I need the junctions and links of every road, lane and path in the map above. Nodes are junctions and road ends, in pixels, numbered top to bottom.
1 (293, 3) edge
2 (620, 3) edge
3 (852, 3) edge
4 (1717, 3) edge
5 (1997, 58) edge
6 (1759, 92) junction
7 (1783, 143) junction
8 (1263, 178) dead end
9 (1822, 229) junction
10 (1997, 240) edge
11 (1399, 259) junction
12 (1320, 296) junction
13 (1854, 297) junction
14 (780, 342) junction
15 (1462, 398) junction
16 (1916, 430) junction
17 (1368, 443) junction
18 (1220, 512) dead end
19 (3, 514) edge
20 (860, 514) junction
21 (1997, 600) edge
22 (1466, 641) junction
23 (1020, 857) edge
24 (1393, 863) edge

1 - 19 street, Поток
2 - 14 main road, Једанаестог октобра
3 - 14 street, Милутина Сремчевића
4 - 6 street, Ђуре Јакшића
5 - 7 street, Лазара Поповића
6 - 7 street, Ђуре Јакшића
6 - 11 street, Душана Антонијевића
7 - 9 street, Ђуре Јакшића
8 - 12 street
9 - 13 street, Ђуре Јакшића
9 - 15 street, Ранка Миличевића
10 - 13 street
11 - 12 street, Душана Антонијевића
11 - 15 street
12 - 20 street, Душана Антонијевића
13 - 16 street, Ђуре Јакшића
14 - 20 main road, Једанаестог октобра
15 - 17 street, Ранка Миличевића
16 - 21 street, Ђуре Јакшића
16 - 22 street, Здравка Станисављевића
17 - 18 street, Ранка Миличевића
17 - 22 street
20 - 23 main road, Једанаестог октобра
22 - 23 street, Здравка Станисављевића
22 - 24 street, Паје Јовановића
---
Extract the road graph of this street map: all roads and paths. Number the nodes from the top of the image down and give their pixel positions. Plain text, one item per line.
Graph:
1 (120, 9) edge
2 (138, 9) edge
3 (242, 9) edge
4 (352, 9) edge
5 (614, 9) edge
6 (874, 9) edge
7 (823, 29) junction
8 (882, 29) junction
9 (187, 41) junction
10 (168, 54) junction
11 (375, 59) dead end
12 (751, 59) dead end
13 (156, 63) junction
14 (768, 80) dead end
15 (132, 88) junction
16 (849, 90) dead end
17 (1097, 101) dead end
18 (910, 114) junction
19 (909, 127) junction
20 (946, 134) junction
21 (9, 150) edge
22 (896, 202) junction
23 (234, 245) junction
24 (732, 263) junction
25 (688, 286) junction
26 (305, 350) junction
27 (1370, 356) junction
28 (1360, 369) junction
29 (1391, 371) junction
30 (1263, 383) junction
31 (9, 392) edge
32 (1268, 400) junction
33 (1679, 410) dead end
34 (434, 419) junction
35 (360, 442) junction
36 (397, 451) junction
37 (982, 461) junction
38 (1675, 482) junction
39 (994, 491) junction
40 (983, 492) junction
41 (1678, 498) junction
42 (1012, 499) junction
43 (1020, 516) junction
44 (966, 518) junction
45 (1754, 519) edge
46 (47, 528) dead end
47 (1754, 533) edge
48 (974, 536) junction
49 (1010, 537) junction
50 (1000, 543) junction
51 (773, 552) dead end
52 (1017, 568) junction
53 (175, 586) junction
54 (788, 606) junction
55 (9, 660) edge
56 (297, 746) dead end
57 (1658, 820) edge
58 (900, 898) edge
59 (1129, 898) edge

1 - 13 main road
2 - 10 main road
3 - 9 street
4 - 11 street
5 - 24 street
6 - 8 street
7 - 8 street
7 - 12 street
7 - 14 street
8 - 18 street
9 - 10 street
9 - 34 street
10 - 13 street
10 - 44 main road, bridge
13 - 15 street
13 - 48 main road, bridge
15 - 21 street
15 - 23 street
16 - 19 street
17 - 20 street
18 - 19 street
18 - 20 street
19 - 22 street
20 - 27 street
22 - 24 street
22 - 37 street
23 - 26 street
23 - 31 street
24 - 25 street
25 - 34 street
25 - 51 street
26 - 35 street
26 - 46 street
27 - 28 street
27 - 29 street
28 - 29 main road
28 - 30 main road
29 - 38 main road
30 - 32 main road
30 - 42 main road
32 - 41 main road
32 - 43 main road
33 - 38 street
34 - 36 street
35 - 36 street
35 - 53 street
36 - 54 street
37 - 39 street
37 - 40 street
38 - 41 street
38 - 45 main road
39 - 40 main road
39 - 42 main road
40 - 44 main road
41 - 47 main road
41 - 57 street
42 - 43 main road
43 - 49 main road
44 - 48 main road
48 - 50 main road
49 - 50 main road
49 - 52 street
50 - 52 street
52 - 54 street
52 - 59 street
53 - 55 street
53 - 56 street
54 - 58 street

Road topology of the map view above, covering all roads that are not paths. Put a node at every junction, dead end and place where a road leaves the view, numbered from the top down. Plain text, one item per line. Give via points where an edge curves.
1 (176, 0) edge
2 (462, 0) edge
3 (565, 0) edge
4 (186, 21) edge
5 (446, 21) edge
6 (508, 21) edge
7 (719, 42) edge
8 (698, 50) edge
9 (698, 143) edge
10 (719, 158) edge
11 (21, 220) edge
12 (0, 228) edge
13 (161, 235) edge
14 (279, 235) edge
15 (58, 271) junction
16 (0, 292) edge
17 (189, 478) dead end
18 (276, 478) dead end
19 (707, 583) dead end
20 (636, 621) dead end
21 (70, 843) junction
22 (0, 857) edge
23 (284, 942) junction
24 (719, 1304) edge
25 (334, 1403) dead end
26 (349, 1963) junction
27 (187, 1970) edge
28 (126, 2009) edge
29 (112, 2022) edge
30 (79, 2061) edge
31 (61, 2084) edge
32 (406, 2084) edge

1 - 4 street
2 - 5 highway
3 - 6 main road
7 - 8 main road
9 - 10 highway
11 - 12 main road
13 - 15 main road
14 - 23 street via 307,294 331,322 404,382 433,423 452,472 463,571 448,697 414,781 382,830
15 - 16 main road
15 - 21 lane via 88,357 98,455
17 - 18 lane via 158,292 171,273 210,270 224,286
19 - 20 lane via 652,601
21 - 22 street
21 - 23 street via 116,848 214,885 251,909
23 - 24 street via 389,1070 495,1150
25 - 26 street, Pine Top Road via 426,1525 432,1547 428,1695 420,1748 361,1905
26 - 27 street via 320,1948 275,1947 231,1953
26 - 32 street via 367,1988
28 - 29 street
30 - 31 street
--
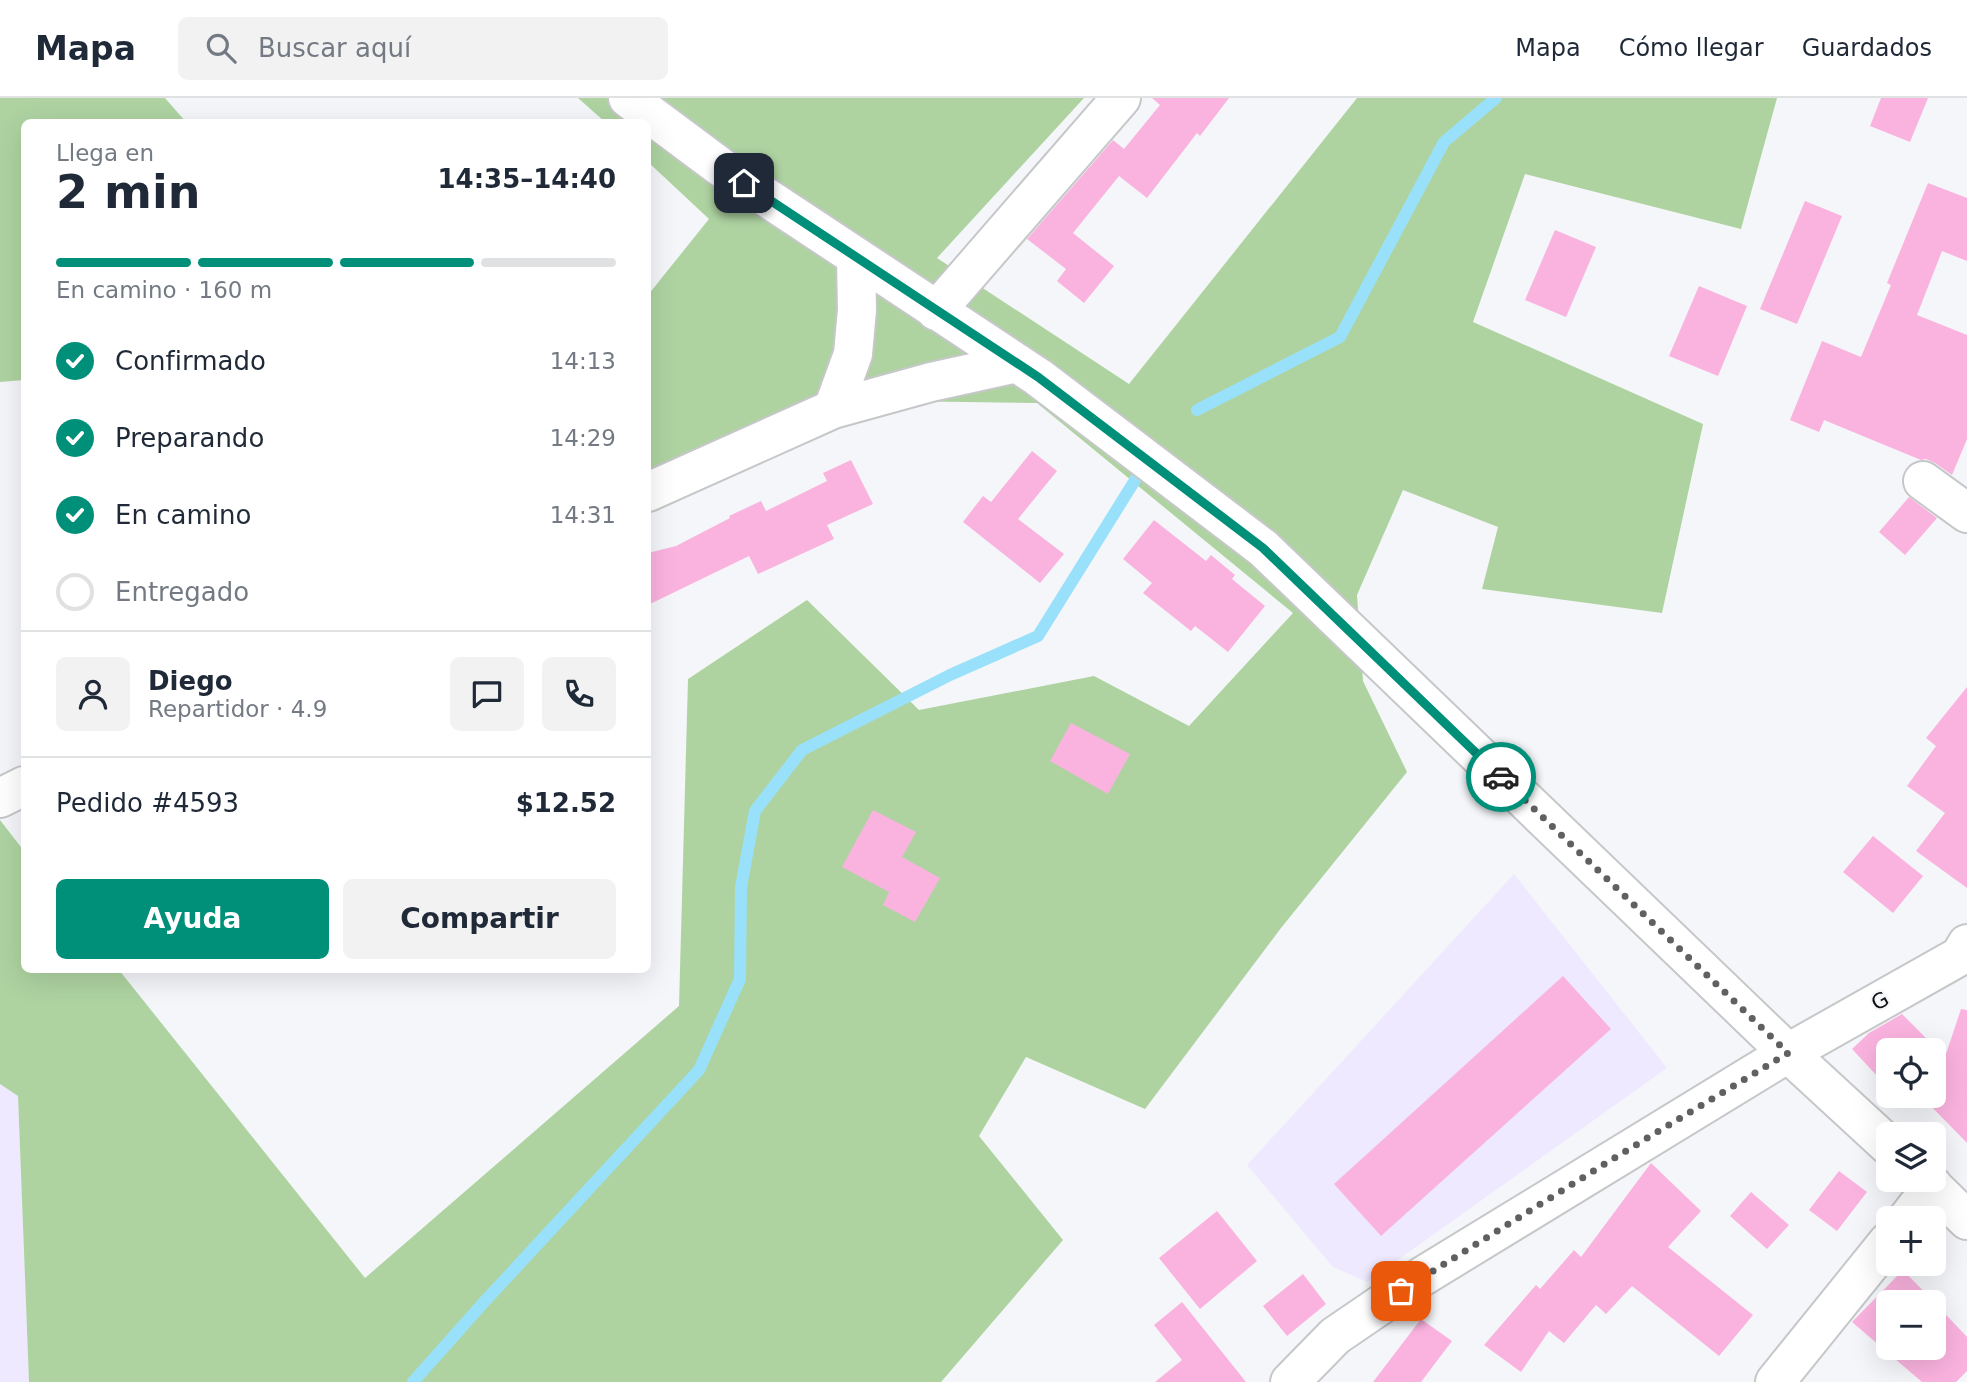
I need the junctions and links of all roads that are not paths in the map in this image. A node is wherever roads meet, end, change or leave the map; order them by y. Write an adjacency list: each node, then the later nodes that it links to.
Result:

> [Task instructions]: Please go through the listing and return each line that has "image" in it.

> [Answer to the problem]:
Extract the road graph of this street map: all roads and paths. Number the nodes from the top of the image down and give their pixel positions. Plain text, one item per line.
I need the junctions and links of all roads that are not paths in the map in this image. A node is wherever roads meet, end, change or leave the map; order them by y. Write an adjacency list: each node, then the later nodes that it links to.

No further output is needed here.